[Stored data]
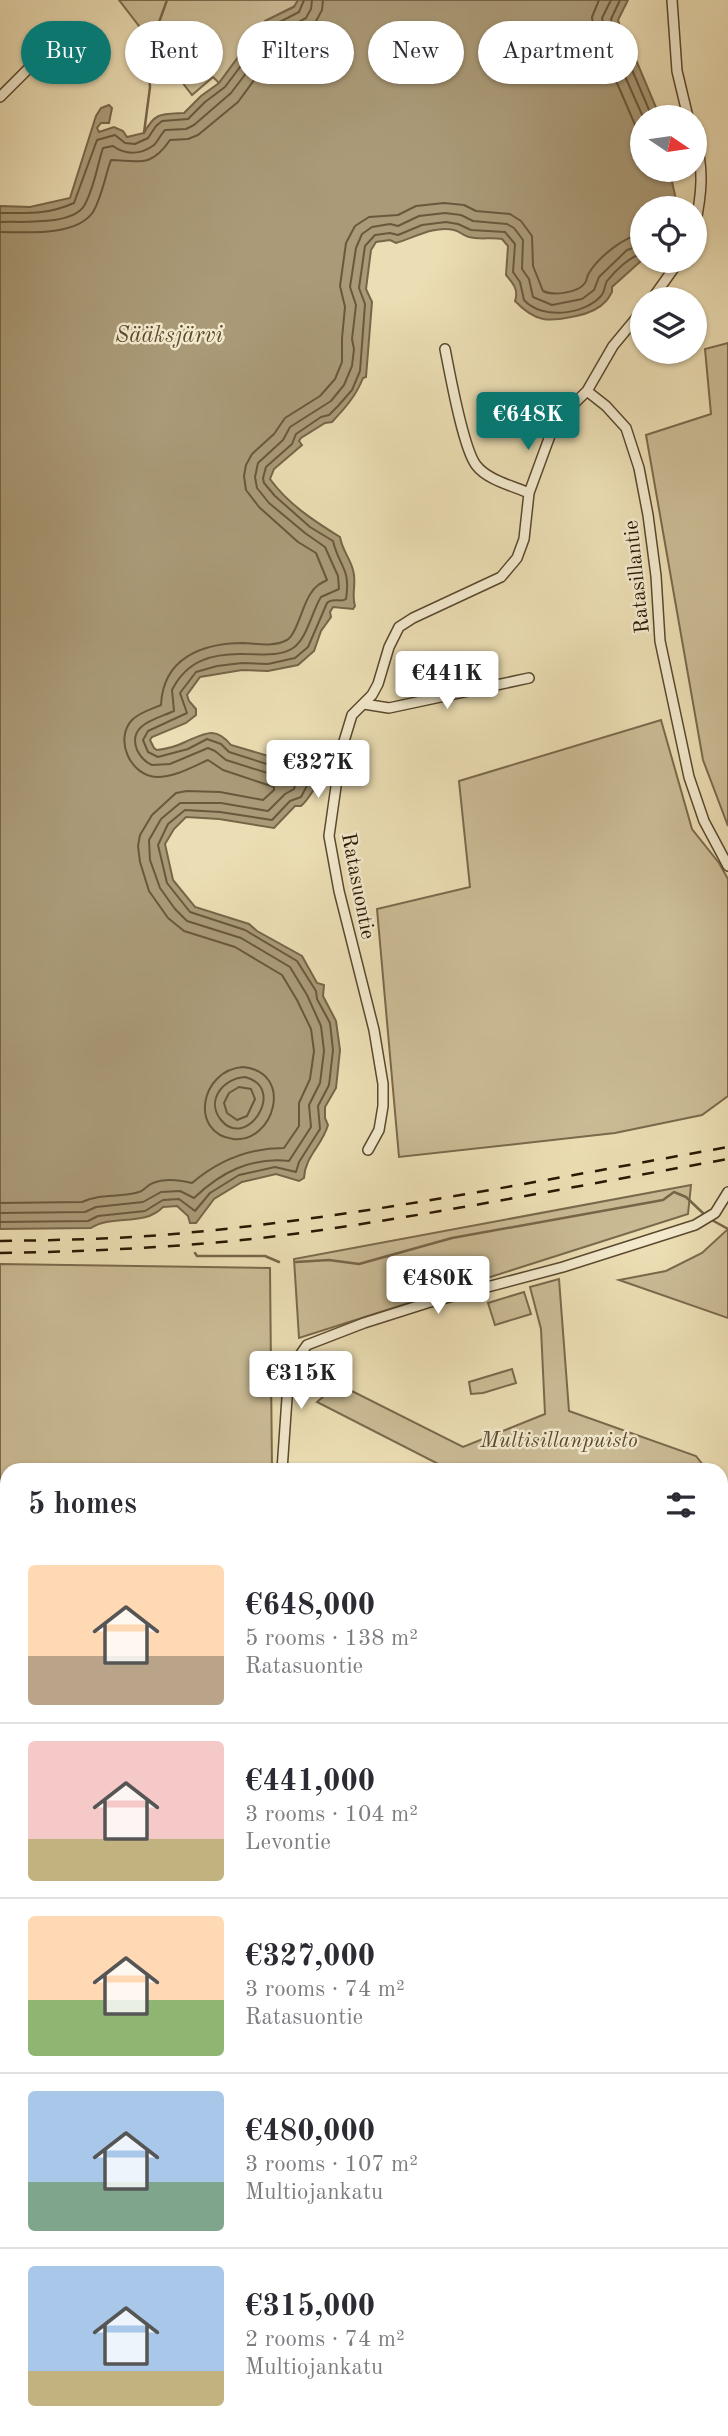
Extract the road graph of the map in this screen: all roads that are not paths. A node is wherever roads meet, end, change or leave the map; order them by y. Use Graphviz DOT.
graph roads {
  1 [pos="672,0"];
  2 [pos="21,76"];
  3 [pos="0,97"];
  4 [pos="685,105"];
  5 [pos="630,325"];
  6 [pos="445,349"];
  7 [pos="587,391"];
  8 [pos="529,493"];
  9 [pos="529,678"];
  10 [pos="364,704"];
  11 [pos="728,866"];
  12 [pos="368,1150"];
  13 [pos="728,1192"];
  14 [pos="282,1463"];
  1 -- 4 [label="street"];
  2 -- 3 [label="street"];
  5 -- 7 [label="street"];
  6 -- 8 [label="street"];
  7 -- 8 [label="street, Ratasuontie"];
  7 -- 11 [label="street, Ratasillantie"];
  8 -- 10 [label="street, Ratasuontie"];
  9 -- 10 [label="street"];
  10 -- 12 [label="street, Ratasuontie"];
  13 -- 14 [label="street"];
}
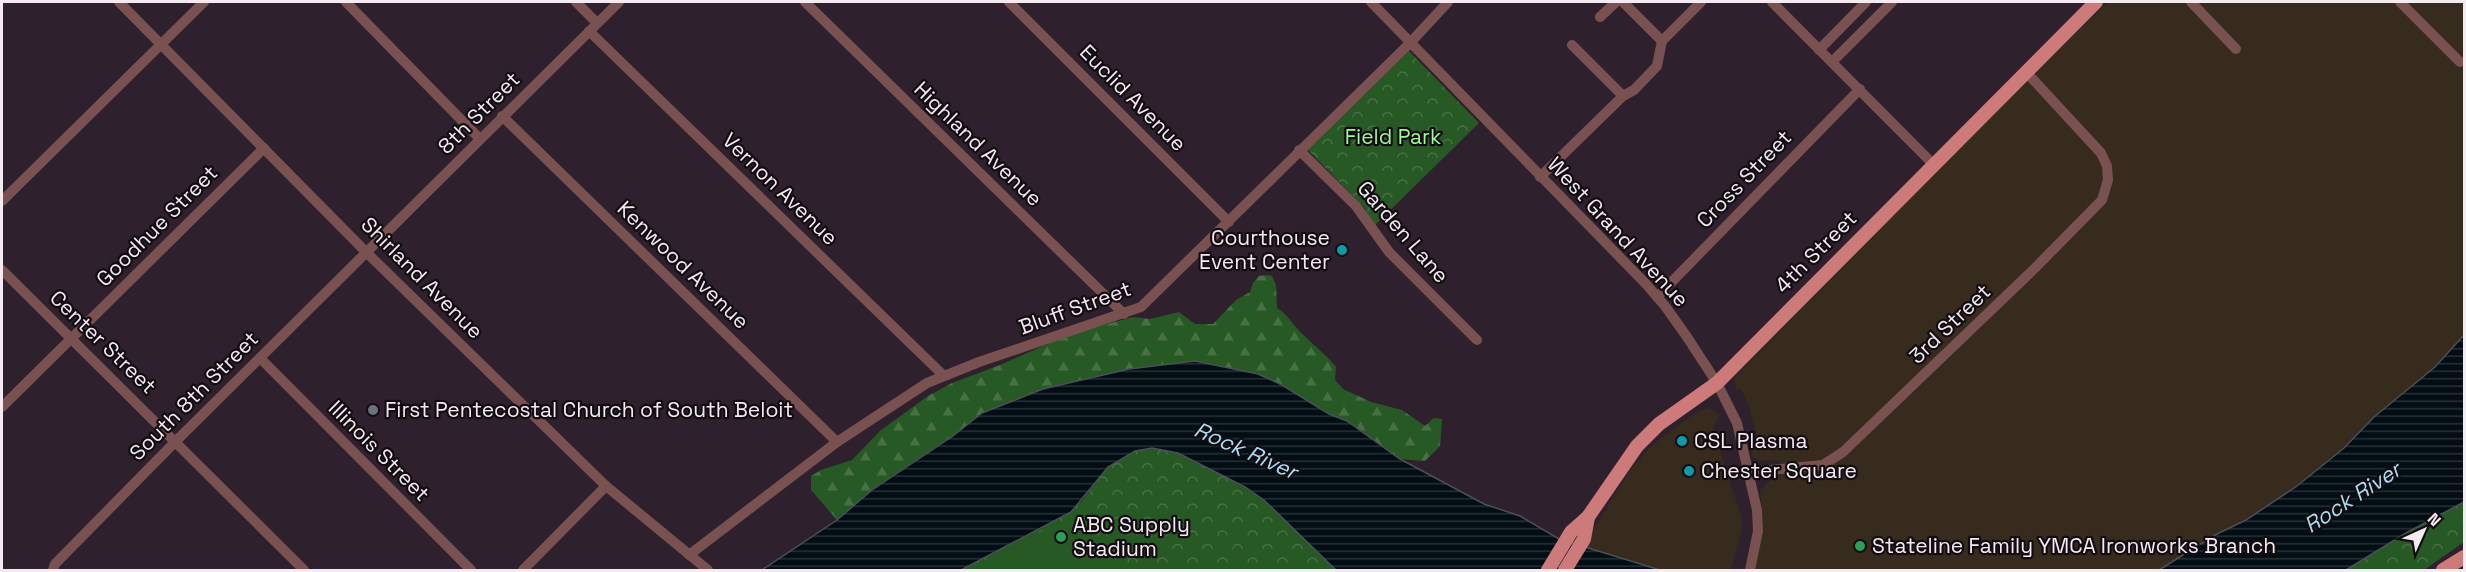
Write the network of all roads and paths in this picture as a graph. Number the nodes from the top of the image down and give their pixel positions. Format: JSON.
{"nodes":[{"id":1,"x":119,"y":2,"type":"edge"},
{"id":2,"x":204,"y":2,"type":"edge"},
{"id":3,"x":346,"y":2,"type":"edge"},
{"id":4,"x":576,"y":2,"type":"edge"},
{"id":5,"x":619,"y":2,"type":"edge"},
{"id":6,"x":805,"y":2,"type":"edge"},
{"id":7,"x":1009,"y":2,"type":"edge"},
{"id":8,"x":1371,"y":2,"type":"edge"},
{"id":9,"x":1448,"y":2,"type":"edge"},
{"id":10,"x":1616,"y":2,"type":"edge"},
{"id":11,"x":1623,"y":2,"type":"edge"},
{"id":12,"x":1701,"y":2,"type":"edge"},
{"id":13,"x":1772,"y":2,"type":"edge"},
{"id":14,"x":1866,"y":2,"type":"edge"},
{"id":15,"x":1892,"y":2,"type":"edge"},
{"id":16,"x":2096,"y":2,"type":"edge"},
{"id":17,"x":2191,"y":2,"type":"edge"},
{"id":18,"x":2400,"y":2,"type":"edge"},
{"id":19,"x":1600,"y":17,"type":"dead end"},
{"id":20,"x":593,"y":27,"type":"junction"},
{"id":21,"x":1662,"y":41,"type":"junction"},
{"id":22,"x":160,"y":43,"type":"junction"},
{"id":23,"x":1410,"y":43,"type":"junction"},
{"id":24,"x":1572,"y":45,"type":"dead end"},
{"id":25,"x":2236,"y":49,"type":"dead end"},
{"id":26,"x":1819,"y":50,"type":"junction"},
{"id":27,"x":1832,"y":62,"type":"junction"},
{"id":28,"x":2460,"y":63,"type":"dead end"},
{"id":29,"x":2026,"y":72,"type":"junction"},
{"id":30,"x":1860,"y":89,"type":"junction"},
{"id":31,"x":1623,"y":96,"type":"junction"},
{"id":32,"x":502,"y":116,"type":"junction"},
{"id":33,"x":480,"y":139,"type":"junction"},
{"id":34,"x":264,"y":148,"type":"junction"},
{"id":35,"x":1299,"y":150,"type":"junction"},
{"id":36,"x":1933,"y":164,"type":"junction"},
{"id":37,"x":1540,"y":177,"type":"junction"},
{"id":38,"x":2,"y":201,"type":"edge"},
{"id":39,"x":1229,"y":222,"type":"junction"},
{"id":40,"x":367,"y":253,"type":"junction"},
{"id":41,"x":2,"y":270,"type":"edge"},
{"id":42,"x":1657,"y":297,"type":"junction"},
{"id":43,"x":1124,"y":314,"type":"junction"},
{"id":44,"x":71,"y":339,"type":"junction"},
{"id":45,"x":1477,"y":340,"type":"dead end"},
{"id":46,"x":260,"y":358,"type":"junction"},
{"id":47,"x":944,"y":376,"type":"junction"},
{"id":48,"x":1717,"y":383,"type":"junction"},
{"id":49,"x":2,"y":407,"type":"edge"},
{"id":50,"x":176,"y":441,"type":"junction"},
{"id":51,"x":837,"y":442,"type":"junction"},
{"id":52,"x":1749,"y":472,"type":"junction"},
{"id":53,"x":606,"y":486,"type":"junction"},
{"id":54,"x":1588,"y":517,"type":"junction"},
{"id":55,"x":689,"y":555,"type":"junction"},
{"id":56,"x":2464,"y":556,"type":"edge"},
{"id":57,"x":53,"y":570,"type":"edge"},
{"id":58,"x":304,"y":570,"type":"edge"},
{"id":59,"x":471,"y":570,"type":"edge"},
{"id":60,"x":523,"y":570,"type":"edge"},
{"id":61,"x":708,"y":570,"type":"edge"},
{"id":62,"x":1548,"y":570,"type":"edge"},
{"id":63,"x":1565,"y":570,"type":"edge"},
{"id":64,"x":1750,"y":570,"type":"edge"},
{"id":65,"x":2443,"y":570,"type":"edge"}],
"edges":[{"from":1,"to":22,"type":"street","name":"Shirland Avenue"},
{"from":2,"to":22,"type":"street"},
{"from":3,"to":33,"type":"street"},
{"from":4,"to":20,"type":"street","name":"Vernon Avenue"},
{"from":5,"to":20,"type":"street","name":"8th Street"},
{"from":6,"to":43,"type":"street","name":"Highland Avenue"},
{"from":7,"to":39,"type":"street","name":"Euclid Avenue"},
{"from":8,"to":23,"type":"street","name":"West Grand Avenue"},
{"from":9,"to":23,"type":"street","name":"Bluff Street"},
{"from":10,"to":19,"type":"street"},
{"from":11,"to":21,"type":"street"},
{"from":12,"to":21,"type":"street"},
{"from":13,"to":26,"type":"street"},
{"from":14,"to":26,"type":"street"},
{"from":15,"to":27,"type":"street"},
{"from":16,"to":29,"type":"main road","name":"4th Street"},
{"from":17,"to":25,"type":"street"},
{"from":18,"to":28,"type":"street"},
{"from":20,"to":32,"type":"street","name":"8th Street"},
{"from":20,"to":47,"type":"street","name":"Vernon Avenue"},
{"from":21,"to":31,"type":"street"},
{"from":22,"to":34,"type":"street","name":"Shirland Avenue"},
{"from":22,"to":38,"type":"street"},
{"from":23,"to":35,"type":"street","name":"Bluff Street"},
{"from":23,"to":37,"type":"street","name":"West Grand Avenue"},
{"from":24,"to":31,"type":"street"},
{"from":26,"to":27,"type":"street"},
{"from":27,"to":30,"type":"street"},
{"from":29,"to":36,"type":"main road","name":"4th Street"},
{"from":29,"to":52,"type":"street","name":"3rd Street"},
{"from":30,"to":36,"type":"street"},
{"from":30,"to":42,"type":"street","name":"Cross Street"},
{"from":31,"to":37,"type":"street"},
{"from":32,"to":33,"type":"street","name":"8th Street"},
{"from":32,"to":51,"type":"street","name":"Kenwood Avenue"},
{"from":33,"to":40,"type":"street","name":"8th Street"},
{"from":34,"to":40,"type":"street","name":"Shirland Avenue"},
{"from":34,"to":44,"type":"street","name":"Goodhue Street"},
{"from":35,"to":39,"type":"street","name":"Bluff Street"},
{"from":35,"to":45,"type":"street","name":"Garden Lane"},
{"from":36,"to":48,"type":"main road","name":"4th Street"},
{"from":37,"to":42,"type":"street","name":"West Grand Avenue"},
{"from":39,"to":43,"type":"street","name":"Bluff Street"},
{"from":40,"to":46,"type":"street","name":"South 8th Street"},
{"from":40,"to":53,"type":"street","name":"Shirland Avenue"},
{"from":41,"to":44,"type":"street","name":"Center Street"},
{"from":42,"to":48,"type":"street","name":"West Grand Avenue"},
{"from":43,"to":47,"type":"street","name":"Bluff Street"},
{"from":44,"to":49,"type":"street","name":"Goodhue Street"},
{"from":44,"to":50,"type":"street","name":"Center Street"},
{"from":46,"to":50,"type":"street","name":"South 8th Street"},
{"from":46,"to":59,"type":"street","name":"Illinois Street"},
{"from":47,"to":51,"type":"street","name":"Bluff Street"},
{"from":48,"to":52,"type":"street","name":"West Grand Avenue"},
{"from":48,"to":54,"type":"main road","name":"4th Street"},
{"from":50,"to":57,"type":"street","name":"South 8th Street"},
{"from":50,"to":58,"type":"street","name":"Center Street"},
{"from":51,"to":55,"type":"street","name":"Bluff Street"},
{"from":52,"to":64,"type":"street","name":"West Grand Avenue"},
{"from":53,"to":55,"type":"street","name":"Shirland Avenue"},
{"from":53,"to":60,"type":"street"},
{"from":54,"to":62,"type":"main road","name":"4th Street"},
{"from":54,"to":63,"type":"main road"},
{"from":55,"to":61,"type":"street","name":"Shirland Avenue"},
{"from":56,"to":65,"type":"main road"}]}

*WHAT THE EXERCISE ASKS*. Only lines of the data holding the word "Ratasuontie" go in the answer. Please copy each of them.

*EXERCISE OUTPUT*.
  7 -- 8 [label="street, Ratasuontie"];
  8 -- 10 [label="street, Ratasuontie"];
  10 -- 12 [label="street, Ratasuontie"];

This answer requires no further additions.